My test function is as follow

    def testQuant(self, dataloader, loss_fn, epoch=-1, info='', quant=False, stats=None):
        self.model.eval()
        nb_classes = 5
        confusion_matrix = torch.zeros(nb_classes, nb_classes)
        Sen = torch.zeros(1, nb_classes)
        pre = torch.zeros(1, nb_classes)
        Spe = torch.zeros(1, nb_classes)
        F1 = torch.zeros(1, nb_classes)
        desc = f'{info}Epoch #{epoch + 1}'
        with torch.no_grad():
            with tqdm(total=len(dataloader), desc=desc) as progress_bar:
                info_avg = {}
                for batch_idx, (data, labels) in enumerate(dataloader):
                    if quant:
                        preds = quantForward(self.model, data, stats)
                    else:
                        preds = self.model(data)
                    loss = loss_fn(preds, labels)
                    info_show = self._update_info(preds, labels, loss, info_avg)
                    progress_bar.set_postfix(**info_show)
                    progress_bar.update(1)
                    _, preds = torch.max(preds, 1)
                    for t, p in zip(labels.view(-1), preds.view(-1)):
                        confusion_matrix[t.long(), p.long()] += 1
        FP = confusion_matrix.sum(axis=0) - np.diag(confusion_matrix) 
        FN = confusion_matrix.sum(axis=1)  - np.diag(confusion_matrix)
        TP = np.diag(confusion_matrix)
        TN = confusion_matrix.sum() - (FP + FN + TP)
        
        FP = torch.Tensor(FP)
        FN = torch.Tensor(FN)
        TP = torch.Tensor(TP)
        TN = torch.Tensor(TN)

        # Sensitivity, hit rate, recall, or true positive rate
        TPR = TP/(TP+FN)
        # Specificity or true negative rate
        TNR = TN/(TN+FP) 
        # Precision or positive predictive value
        PPV = TP/(TP+FP)
        # # Negative predictive value
        # NPV = TN/(TN+FN)
        # # Fall out or false positive rate
        # FPR = FP/(FP+TN)
        # # False negative rate
        # FNR = FN/(TP+FN)
        # # False discovery rate
        # FDR = FP/(TP+FP)
        F1 = 2 * (TPR * PPV) / (TPR+PPV)

        # Overall accuracy
        ACC = (TP+TN)/(TP+FP+FN+TN)
        # print('Sensitivity for each class',confusion_matrix.diag()/confusion_matrix.sum(1))
        print('Acc',ACC)
        print('Sensitivity',TPR)
        print('Specificity',TNR)
        print('Precision',PPV)
        print('F1 score',F1)
        plt.figure(figsize=(10,10))
        plot_confusion_matrix(confusion_matrix.numpy(), ['N','SVEB','VEB','F','Q'])
        return info_show

The problem is I get many ‘nan’ in my metrics, when I run

stats = gatherStats(model, loader_test)
trainer.testQuant(loader_test, loss_fn, info='Test_Quantization ',quant=True, stats=stats)
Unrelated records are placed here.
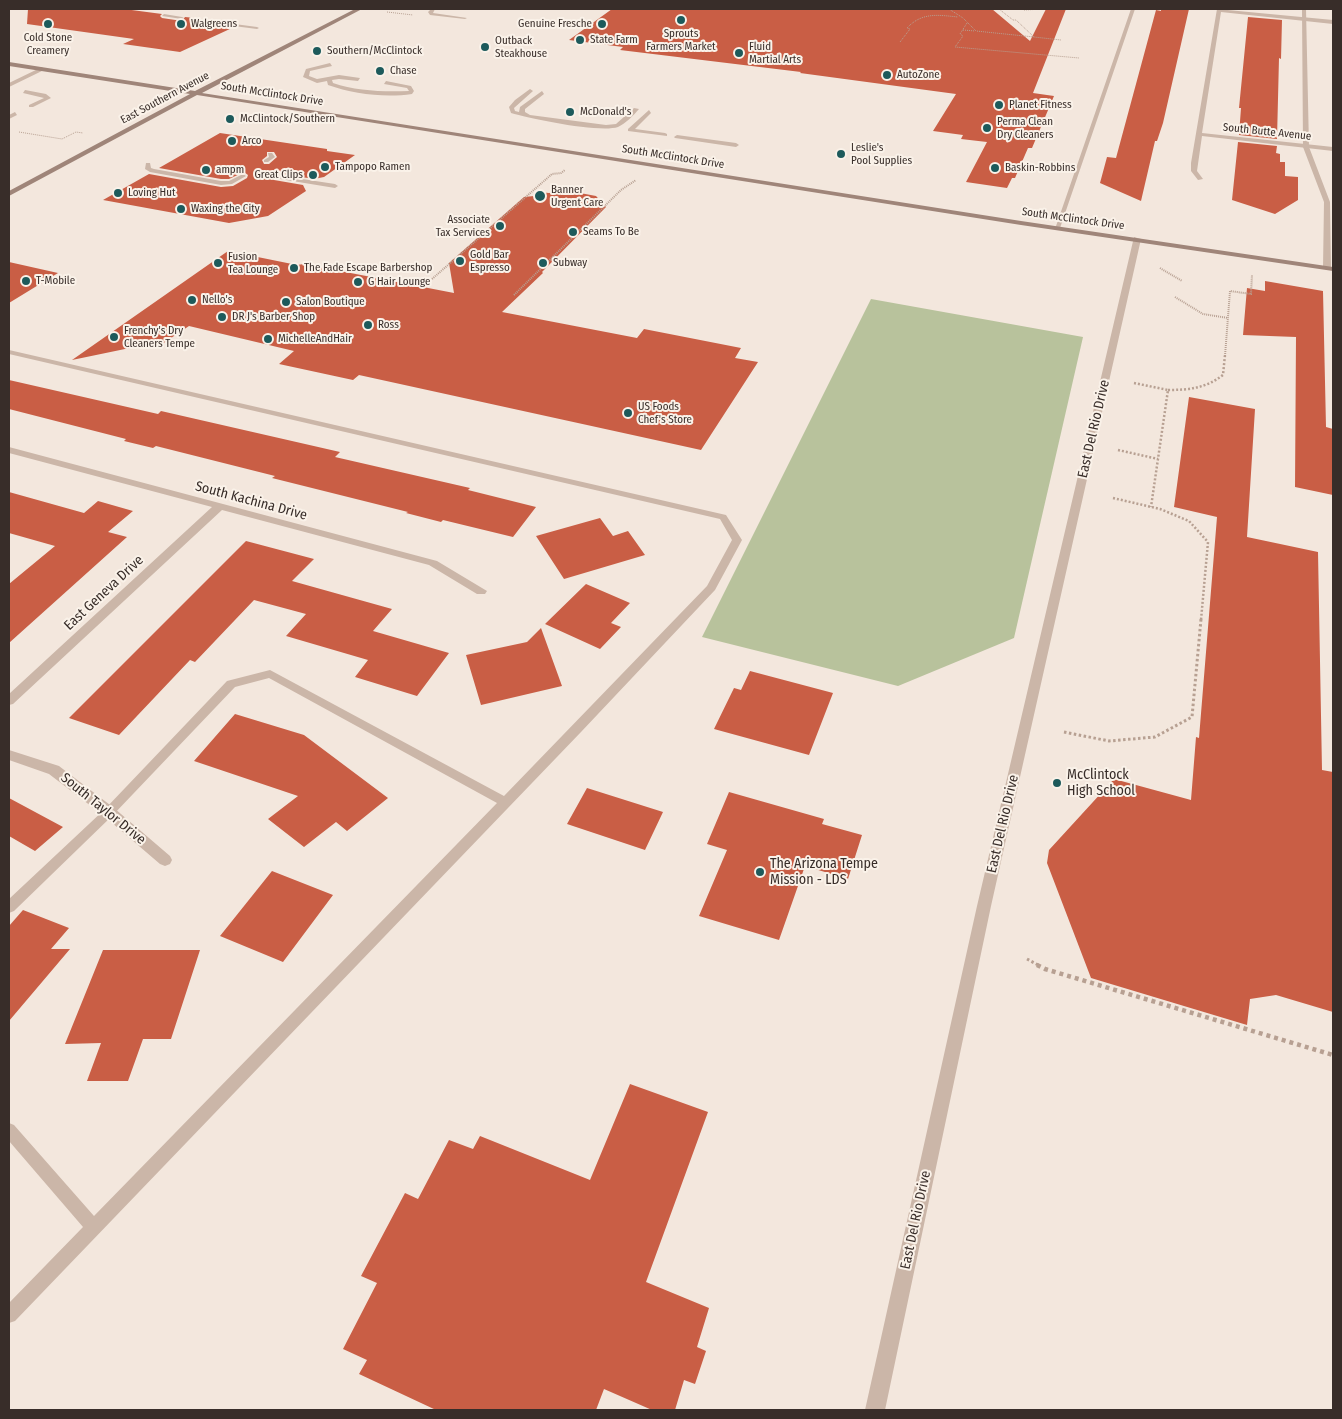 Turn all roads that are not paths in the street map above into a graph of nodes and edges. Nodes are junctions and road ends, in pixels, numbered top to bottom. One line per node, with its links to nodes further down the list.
1 (359, 9): 26 (main road, East Southern Avenue)
2 (433, 9): 8 (lane)
3 (1133, 9): 45 (lane)
4 (1304, 9): 9 (lane)
5 (1219, 10): 9 (street); 31 (street)
6 (164, 15): 7 (lane)
7 (182, 18)
8 (465, 18)
9 (1304, 19): 11 (street); 35 (lane)
10 (197, 20): 12 (lane)
11 (1333, 22)
12 (257, 28)
13 (9, 64): 15 (main road, South McClintock Drive)
14 (330, 65): 16 (lane)
15 (42, 69): 19 (lane); 26 (main road, South McClintock Drive)
16 (329, 79): 17 (lane); 20 (lane); 24 (lane)
17 (356, 80)
18 (384, 84): 24 (lane)
19 (9, 85)
20 (362, 87)
21 (376, 90): 24 (lane)
22 (530, 91): 30 (lane)
23 (25, 92): 27 (lane)
24 (410, 93)
25 (542, 93): 30 (lane)
26 (197, 94): 44 (main road, East Southern Avenue); 45 (main road, South McClintock Drive)
27 (31, 106)
28 (636, 109): 30 (lane)
29 (649, 112): 32 (lane)
30 (529, 117)
31 (1198, 134): 35 (street, South Butte Avenue); 42 (street)
32 (665, 135)
33 (678, 137): 34 (lane)
34 (736, 145)
35 (1306, 148): 36 (street, South Butte Avenue); 47 (lane)
36 (1333, 149)
37 (270, 154): 38 (lane)
38 (266, 162)
39 (148, 164): 40 (lane)
40 (243, 176)
41 (276, 177): 43 (lane)
42 (1200, 179)
43 (335, 186)
44 (9, 194)
45 (1057, 228): 46 (main road, South McClintock Drive)
46 (1137, 239): 47 (main road, South McClintock Drive); 61 (street, East Del Rio Drive)
47 (1330, 268)
48 (9, 352): 54 (lane)
49 (9, 450): 50 (street, South Kachina Drive)
50 (219, 507): 51 (street, South Kachina Drive); 52 (street, East Geneva Drive)
51 (481, 591)
52 (9, 701)
53 (9, 754): 55 (street, South Taylor Drive)
54 (505, 802): 55 (lane); 59 (lane)
55 (109, 812): 56 (street, South Taylor Drive); 57 (lane)
56 (165, 860)
57 (9, 907)
58 (9, 1130): 59 (lane)
59 (93, 1226): 60 (lane)
60 (9, 1315)
61 (875, 1410)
I get the following results

!python "/content/drive/My Drive/ECG_quantization/main.py"
Test_Quantization Epoch #0: 100% 129/129 [00:02<00:00, 58.98it/s, Acc=0.8231, F1 score=nan, Loss=0.8739, Sensitivity(recall)=0.0000, Specificity=1.0000, precision=nan]
/content/drive/My Drive/ECG_quantization/trainer.py:219: UserWarning: The given NumPy array is not writeable, and PyTorch does not support non-writeable tensors. This means you can write to the underlying (supposedly non-writeable) NumPy array using the tensor. You may want to copy the array to protect its data or make it writeable before converting it to a tensor. This type of warning will be suppressed for the rest of this program. (Triggered internally at  /pytorch/torch/csrc/utils/tensor_numpy.cpp:141.)
  TP = torch.Tensor(TP)
Acc tensor([0.8257, 0.9743, 0.9350, 0.9924, 0.9240])
Sensitivity tensor([1., 0., 0., 0., 0.])
Specificity tensor([0., 1., 1., 1., 1.])
Precision tensor([0.8257,    nan,    nan,    nan,    nan])
F1 score tensor([0.9046,    nan,    nan,    nan,    nan])
Normalized confusion matrix

But when I run

trainer.testQuant(loader_test, loss_fn, info='Test_Quantization ',quant=False)

I can get correct results without quantization.
I want to ask what’s wrong with my quantization code?